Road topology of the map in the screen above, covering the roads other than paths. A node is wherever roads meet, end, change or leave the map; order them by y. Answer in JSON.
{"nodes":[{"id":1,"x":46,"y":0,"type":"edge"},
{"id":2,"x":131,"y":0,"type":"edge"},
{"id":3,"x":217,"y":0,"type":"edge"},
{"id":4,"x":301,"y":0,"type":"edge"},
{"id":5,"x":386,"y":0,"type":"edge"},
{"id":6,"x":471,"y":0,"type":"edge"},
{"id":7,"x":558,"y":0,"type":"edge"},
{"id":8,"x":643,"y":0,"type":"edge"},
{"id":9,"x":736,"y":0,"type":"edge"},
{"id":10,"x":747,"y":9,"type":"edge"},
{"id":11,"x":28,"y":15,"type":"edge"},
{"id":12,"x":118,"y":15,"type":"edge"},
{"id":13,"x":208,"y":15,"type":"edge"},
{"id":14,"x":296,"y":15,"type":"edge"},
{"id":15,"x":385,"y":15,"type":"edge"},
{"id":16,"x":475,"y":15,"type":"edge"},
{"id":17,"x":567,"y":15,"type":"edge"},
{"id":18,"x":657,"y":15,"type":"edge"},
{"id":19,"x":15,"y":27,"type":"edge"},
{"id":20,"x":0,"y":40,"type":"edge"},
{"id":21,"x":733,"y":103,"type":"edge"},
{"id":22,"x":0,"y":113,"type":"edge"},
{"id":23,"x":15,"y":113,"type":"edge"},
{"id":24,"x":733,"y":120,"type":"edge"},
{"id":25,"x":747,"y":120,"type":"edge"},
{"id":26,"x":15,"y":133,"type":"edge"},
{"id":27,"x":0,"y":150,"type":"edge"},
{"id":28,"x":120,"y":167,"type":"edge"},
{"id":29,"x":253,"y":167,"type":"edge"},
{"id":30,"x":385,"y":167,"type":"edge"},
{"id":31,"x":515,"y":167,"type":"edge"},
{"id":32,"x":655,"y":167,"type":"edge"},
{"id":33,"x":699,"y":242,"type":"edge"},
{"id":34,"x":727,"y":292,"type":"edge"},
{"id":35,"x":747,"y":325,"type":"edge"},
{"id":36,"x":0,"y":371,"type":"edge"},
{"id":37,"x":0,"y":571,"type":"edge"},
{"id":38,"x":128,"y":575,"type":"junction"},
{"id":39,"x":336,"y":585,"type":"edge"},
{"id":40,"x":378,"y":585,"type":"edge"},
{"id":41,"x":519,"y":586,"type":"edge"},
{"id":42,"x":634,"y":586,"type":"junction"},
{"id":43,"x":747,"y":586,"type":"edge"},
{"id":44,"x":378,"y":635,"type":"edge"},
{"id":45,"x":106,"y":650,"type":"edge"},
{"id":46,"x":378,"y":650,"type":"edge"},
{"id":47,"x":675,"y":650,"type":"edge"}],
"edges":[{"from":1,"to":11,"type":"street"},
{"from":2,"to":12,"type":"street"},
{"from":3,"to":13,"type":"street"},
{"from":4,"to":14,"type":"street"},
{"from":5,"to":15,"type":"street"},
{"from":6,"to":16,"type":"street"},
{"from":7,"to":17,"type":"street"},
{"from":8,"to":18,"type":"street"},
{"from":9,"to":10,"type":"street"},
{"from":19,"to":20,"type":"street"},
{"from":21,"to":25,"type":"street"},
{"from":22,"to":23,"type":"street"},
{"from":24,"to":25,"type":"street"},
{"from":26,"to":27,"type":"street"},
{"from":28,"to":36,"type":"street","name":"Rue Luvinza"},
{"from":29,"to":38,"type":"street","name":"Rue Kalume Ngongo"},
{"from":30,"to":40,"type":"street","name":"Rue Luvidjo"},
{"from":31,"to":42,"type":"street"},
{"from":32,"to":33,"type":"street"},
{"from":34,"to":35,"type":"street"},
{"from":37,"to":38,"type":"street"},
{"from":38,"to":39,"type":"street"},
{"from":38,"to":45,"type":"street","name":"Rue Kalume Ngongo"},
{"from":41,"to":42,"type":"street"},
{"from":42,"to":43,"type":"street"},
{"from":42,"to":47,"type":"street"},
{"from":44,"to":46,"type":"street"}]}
==
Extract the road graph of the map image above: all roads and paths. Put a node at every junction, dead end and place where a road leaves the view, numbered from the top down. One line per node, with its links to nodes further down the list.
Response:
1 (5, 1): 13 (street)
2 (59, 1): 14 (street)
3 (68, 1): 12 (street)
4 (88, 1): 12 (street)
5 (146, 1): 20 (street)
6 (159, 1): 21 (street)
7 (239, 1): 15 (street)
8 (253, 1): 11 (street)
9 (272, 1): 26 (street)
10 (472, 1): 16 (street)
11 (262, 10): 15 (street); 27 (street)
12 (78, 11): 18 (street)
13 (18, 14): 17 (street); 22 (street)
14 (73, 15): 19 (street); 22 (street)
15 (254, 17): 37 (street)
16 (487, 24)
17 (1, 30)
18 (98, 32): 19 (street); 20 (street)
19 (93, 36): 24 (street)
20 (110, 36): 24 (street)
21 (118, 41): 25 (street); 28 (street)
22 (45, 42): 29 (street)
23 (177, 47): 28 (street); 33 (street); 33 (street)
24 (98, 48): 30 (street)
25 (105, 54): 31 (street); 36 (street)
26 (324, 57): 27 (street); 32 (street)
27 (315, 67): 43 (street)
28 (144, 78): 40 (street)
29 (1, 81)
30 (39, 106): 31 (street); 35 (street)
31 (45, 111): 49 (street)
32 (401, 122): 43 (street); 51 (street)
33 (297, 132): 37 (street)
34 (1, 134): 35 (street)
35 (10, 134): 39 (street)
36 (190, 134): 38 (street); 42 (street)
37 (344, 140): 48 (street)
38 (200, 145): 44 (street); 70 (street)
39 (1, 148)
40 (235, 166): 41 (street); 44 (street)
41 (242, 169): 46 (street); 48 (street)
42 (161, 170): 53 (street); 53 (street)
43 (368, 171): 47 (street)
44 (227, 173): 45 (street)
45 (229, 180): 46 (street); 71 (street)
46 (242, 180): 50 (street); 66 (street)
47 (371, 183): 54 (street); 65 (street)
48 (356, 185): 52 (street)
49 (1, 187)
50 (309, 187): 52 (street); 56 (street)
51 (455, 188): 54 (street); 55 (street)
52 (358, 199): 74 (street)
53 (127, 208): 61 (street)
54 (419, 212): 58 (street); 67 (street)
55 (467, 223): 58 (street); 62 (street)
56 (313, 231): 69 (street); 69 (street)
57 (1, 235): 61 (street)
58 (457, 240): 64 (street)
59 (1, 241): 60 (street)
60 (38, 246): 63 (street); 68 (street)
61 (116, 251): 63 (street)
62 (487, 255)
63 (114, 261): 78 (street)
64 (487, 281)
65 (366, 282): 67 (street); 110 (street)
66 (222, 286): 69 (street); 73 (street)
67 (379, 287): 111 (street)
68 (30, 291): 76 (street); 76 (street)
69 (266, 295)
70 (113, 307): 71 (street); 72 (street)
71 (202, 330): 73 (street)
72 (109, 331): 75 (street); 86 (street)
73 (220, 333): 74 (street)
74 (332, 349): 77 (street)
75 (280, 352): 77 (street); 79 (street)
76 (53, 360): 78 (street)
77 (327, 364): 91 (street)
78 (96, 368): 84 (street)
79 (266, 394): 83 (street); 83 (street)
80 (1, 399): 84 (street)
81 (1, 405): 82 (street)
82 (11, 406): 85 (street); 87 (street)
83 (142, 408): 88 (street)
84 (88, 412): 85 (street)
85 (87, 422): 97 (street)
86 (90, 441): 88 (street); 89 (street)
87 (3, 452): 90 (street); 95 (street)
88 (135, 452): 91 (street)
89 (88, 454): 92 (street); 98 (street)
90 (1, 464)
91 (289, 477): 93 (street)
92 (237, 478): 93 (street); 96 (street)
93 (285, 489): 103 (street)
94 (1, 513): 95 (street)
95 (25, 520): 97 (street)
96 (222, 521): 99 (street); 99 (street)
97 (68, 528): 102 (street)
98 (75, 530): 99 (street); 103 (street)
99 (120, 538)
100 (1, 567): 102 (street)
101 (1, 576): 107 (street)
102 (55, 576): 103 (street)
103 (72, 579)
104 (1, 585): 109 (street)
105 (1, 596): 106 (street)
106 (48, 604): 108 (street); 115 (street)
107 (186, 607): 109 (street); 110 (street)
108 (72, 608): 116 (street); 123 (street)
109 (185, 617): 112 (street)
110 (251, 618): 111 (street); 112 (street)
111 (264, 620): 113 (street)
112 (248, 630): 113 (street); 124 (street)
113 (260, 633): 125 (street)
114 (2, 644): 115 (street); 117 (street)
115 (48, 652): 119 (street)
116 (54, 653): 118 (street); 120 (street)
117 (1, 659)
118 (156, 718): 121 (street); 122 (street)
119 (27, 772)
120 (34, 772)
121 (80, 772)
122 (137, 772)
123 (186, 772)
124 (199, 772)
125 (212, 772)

• _Action item_: Look over the records. Copy the lines that include the word "roads".

• _Response to the exercise_:
Road topology of the map in the screen above, covering the roads other than paths. A node is wherever roads meet, end, change or leave the map; order them by y. Answer in JSON.
Extract the road graph of the map image above: all roads and paths. Put a node at every junction, dead end and place where a road leaves the view, numbered from the top down. One line per node, with its links to nodes further down the list.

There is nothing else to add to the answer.